(RAW DATA begins)

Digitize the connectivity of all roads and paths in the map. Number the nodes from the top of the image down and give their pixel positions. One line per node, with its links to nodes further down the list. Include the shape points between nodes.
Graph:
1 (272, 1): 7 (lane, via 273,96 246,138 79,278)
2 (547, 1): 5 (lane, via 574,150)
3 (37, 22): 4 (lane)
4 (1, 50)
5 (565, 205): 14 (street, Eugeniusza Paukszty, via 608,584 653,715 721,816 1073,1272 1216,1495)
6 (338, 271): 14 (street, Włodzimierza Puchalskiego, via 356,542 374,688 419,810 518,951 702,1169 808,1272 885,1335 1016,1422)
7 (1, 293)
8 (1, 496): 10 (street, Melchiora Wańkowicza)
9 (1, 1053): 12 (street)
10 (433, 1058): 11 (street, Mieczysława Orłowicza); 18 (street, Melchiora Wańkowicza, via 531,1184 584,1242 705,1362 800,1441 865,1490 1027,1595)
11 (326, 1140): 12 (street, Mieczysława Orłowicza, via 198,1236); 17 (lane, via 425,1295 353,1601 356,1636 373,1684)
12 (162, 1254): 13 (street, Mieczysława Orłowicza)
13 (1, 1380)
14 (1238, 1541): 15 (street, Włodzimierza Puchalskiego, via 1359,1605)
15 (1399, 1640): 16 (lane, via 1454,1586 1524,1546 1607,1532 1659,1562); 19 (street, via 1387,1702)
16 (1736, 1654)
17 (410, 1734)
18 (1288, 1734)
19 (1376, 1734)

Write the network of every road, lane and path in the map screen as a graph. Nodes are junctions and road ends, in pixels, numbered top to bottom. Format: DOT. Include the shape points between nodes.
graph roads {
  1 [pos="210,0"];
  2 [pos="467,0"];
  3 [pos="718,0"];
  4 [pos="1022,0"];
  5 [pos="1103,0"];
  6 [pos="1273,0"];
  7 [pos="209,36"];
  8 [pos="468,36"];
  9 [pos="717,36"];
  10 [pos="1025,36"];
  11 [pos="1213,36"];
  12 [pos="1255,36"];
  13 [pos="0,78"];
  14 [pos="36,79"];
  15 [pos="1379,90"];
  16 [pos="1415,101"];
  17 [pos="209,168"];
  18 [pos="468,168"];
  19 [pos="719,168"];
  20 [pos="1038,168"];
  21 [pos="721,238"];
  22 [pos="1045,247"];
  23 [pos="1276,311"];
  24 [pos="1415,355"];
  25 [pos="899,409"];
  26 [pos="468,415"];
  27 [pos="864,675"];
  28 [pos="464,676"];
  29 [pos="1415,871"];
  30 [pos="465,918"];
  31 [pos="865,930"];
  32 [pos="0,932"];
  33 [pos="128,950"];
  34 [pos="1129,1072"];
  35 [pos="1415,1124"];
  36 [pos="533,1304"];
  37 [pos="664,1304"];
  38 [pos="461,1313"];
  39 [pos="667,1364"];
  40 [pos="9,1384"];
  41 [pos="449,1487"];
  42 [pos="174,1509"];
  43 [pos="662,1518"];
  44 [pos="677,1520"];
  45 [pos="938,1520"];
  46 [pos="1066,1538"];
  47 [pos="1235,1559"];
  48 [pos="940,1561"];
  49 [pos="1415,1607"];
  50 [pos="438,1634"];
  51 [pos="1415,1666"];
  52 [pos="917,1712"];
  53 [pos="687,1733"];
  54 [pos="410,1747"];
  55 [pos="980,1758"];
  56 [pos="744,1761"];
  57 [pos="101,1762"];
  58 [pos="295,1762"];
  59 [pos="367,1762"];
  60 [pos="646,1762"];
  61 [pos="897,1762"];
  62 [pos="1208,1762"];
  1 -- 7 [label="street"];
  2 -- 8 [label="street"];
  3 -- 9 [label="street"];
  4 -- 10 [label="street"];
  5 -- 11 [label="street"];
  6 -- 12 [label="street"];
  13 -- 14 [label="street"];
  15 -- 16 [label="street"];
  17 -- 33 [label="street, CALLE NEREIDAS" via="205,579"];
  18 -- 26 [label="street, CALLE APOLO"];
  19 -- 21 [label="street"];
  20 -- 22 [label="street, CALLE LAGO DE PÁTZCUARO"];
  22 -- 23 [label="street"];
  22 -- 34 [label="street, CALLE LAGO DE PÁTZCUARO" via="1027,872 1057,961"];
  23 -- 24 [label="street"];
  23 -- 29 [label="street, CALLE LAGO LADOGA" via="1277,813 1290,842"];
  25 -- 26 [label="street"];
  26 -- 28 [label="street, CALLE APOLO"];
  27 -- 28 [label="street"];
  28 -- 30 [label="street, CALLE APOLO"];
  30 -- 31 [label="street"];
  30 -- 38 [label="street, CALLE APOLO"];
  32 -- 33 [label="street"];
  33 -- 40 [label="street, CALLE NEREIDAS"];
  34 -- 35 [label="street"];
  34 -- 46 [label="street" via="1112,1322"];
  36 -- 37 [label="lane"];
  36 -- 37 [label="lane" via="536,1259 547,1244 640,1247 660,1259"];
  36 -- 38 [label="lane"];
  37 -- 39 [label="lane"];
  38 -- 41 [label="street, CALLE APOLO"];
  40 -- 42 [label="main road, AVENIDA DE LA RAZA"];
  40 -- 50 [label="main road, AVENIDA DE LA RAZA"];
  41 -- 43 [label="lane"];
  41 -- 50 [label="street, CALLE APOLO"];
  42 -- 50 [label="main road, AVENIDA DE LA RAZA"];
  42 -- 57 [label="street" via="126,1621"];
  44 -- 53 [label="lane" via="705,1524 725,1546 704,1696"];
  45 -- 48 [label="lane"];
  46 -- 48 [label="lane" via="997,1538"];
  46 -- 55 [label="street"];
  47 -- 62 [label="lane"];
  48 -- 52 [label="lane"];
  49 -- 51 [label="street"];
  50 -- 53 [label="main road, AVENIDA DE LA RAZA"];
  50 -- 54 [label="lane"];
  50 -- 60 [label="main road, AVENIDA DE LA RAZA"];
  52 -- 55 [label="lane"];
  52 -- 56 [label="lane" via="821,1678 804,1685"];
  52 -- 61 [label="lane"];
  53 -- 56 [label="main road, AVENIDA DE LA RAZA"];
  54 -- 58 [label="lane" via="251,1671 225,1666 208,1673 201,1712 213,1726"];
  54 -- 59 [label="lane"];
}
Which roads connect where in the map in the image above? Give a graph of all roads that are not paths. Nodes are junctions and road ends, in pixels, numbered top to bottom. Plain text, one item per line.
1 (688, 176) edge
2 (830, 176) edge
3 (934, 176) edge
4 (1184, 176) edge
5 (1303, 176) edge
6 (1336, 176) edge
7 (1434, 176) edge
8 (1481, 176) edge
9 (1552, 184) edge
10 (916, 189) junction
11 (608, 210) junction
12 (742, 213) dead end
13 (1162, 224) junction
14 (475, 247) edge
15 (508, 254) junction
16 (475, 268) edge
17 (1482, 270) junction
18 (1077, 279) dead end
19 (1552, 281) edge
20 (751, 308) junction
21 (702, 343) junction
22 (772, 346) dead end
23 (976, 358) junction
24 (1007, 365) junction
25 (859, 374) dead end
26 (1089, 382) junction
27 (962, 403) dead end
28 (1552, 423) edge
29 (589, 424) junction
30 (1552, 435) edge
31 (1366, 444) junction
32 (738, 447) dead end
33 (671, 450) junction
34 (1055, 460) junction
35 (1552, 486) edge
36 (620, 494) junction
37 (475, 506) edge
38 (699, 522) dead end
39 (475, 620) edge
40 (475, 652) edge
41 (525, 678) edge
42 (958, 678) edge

(RAW DATA ends)

- EXERCISE INSTRUCTIONS
Please show each line in the records above that contains "between".

- SOLVED PROBLEM
Digitize the connectivity of all roads and paths in the map. Number the nodes from the top of the image down and give their pixel positions. One line per node, with its links to nodes further down the list. Include the shape points between nodes.
Write the network of every road, lane and path in the map screen as a graph. Nodes are junctions and road ends, in pixels, numbered top to bottom. Format: DOT. Include the shape points between nodes.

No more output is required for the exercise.